What you are asked to do: Only lines containing the word "graph" are needed; pull them out of the material.

Extracted material:
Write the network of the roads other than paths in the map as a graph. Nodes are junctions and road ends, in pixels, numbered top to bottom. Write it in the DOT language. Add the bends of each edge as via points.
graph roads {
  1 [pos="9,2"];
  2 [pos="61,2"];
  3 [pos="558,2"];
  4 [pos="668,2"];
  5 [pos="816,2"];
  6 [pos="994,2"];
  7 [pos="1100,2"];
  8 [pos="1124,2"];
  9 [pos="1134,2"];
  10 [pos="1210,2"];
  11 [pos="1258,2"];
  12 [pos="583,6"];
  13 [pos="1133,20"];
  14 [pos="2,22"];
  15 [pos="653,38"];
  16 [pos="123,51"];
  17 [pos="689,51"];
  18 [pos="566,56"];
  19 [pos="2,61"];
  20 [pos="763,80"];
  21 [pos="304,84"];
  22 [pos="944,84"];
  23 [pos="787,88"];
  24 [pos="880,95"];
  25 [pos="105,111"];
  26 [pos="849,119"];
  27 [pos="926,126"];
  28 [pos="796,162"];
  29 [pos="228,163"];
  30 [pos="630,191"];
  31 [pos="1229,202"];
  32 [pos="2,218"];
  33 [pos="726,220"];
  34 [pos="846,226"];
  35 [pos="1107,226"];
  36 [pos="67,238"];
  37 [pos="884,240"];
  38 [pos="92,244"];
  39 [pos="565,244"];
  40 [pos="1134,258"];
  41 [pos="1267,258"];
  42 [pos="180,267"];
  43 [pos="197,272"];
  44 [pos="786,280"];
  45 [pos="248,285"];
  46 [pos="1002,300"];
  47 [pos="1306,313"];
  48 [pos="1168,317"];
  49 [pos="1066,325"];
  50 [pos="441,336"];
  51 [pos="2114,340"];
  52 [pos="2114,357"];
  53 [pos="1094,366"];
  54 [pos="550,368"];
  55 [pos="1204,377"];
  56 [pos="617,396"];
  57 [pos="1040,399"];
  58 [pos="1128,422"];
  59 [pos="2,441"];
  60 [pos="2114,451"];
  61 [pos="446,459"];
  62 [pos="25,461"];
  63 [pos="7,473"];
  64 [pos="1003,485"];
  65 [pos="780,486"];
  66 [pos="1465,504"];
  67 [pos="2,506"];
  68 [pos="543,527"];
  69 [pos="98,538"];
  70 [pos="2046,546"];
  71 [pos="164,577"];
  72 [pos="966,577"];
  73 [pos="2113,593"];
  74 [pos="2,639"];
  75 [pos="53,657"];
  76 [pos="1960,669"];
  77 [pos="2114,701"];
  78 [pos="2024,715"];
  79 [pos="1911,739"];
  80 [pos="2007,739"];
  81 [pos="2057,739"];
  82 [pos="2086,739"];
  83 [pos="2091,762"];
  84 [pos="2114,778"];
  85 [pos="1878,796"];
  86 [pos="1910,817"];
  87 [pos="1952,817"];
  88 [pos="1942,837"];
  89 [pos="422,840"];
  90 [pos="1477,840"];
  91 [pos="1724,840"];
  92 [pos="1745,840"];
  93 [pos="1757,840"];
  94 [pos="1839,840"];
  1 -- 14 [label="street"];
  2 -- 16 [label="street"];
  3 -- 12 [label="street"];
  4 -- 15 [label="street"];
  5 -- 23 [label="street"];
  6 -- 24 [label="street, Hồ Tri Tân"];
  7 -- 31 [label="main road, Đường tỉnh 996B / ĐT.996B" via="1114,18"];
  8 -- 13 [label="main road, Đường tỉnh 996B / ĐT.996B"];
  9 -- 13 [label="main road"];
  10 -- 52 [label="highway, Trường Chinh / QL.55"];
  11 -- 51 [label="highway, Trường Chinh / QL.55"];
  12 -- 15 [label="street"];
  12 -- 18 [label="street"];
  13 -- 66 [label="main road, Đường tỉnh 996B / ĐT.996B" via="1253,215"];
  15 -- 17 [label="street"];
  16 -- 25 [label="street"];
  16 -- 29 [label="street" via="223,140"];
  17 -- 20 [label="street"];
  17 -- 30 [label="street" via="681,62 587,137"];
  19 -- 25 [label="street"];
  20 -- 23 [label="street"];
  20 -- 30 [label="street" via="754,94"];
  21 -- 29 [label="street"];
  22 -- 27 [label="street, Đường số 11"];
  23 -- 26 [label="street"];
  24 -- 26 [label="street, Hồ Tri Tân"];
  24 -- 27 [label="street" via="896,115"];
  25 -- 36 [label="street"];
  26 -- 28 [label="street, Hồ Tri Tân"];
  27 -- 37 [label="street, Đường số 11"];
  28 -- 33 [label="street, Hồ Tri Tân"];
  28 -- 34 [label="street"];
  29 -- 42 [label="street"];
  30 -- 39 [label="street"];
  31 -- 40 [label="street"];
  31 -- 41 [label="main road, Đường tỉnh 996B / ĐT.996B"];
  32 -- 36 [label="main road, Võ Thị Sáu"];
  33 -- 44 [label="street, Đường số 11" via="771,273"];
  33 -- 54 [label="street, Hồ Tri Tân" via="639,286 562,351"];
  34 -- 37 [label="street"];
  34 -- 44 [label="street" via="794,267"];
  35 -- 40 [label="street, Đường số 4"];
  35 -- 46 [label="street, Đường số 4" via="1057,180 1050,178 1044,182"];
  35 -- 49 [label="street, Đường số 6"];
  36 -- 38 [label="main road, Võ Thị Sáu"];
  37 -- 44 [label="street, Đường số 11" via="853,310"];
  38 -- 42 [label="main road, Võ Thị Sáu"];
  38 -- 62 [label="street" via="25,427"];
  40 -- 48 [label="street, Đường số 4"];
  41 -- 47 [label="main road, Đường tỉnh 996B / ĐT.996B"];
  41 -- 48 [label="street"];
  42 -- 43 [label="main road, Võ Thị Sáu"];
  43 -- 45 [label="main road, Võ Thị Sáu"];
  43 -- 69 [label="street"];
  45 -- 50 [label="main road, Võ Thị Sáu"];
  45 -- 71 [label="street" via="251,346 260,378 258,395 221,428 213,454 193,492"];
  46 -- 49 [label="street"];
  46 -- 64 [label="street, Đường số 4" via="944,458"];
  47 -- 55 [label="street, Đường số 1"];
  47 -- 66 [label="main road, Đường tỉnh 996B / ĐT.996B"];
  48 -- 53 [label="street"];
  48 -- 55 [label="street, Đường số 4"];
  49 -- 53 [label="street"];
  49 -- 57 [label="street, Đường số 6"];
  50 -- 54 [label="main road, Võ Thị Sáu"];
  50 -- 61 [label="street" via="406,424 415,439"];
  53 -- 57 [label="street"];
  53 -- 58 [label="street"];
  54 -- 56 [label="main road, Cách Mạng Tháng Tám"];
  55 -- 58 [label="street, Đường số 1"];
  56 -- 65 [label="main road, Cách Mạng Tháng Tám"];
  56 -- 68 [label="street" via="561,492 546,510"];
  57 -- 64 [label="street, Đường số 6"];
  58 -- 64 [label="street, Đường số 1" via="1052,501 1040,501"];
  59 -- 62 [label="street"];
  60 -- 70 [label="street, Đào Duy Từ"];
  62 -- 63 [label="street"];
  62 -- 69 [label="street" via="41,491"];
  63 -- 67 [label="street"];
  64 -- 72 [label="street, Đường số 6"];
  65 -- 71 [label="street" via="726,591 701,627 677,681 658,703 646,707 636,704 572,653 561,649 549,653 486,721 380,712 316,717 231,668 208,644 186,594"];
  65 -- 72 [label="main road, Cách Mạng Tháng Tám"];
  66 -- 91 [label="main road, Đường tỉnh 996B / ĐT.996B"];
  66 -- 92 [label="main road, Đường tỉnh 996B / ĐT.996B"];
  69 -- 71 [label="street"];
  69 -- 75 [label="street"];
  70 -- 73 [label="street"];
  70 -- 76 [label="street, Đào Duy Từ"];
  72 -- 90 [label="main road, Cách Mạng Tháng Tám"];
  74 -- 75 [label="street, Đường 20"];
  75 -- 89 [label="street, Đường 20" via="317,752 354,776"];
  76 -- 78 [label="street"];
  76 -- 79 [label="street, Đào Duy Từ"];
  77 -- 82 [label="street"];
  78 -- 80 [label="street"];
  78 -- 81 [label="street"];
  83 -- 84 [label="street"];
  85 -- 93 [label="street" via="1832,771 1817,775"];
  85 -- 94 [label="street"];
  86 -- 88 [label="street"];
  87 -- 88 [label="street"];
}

Completed exercise:
Write the network of the roads other than paths in the map as a graph. Nodes are junctions and road ends, in pixels, numbered top to bottom. Write it in the DOT language. Add the bends of each edge as via points.
graph roads {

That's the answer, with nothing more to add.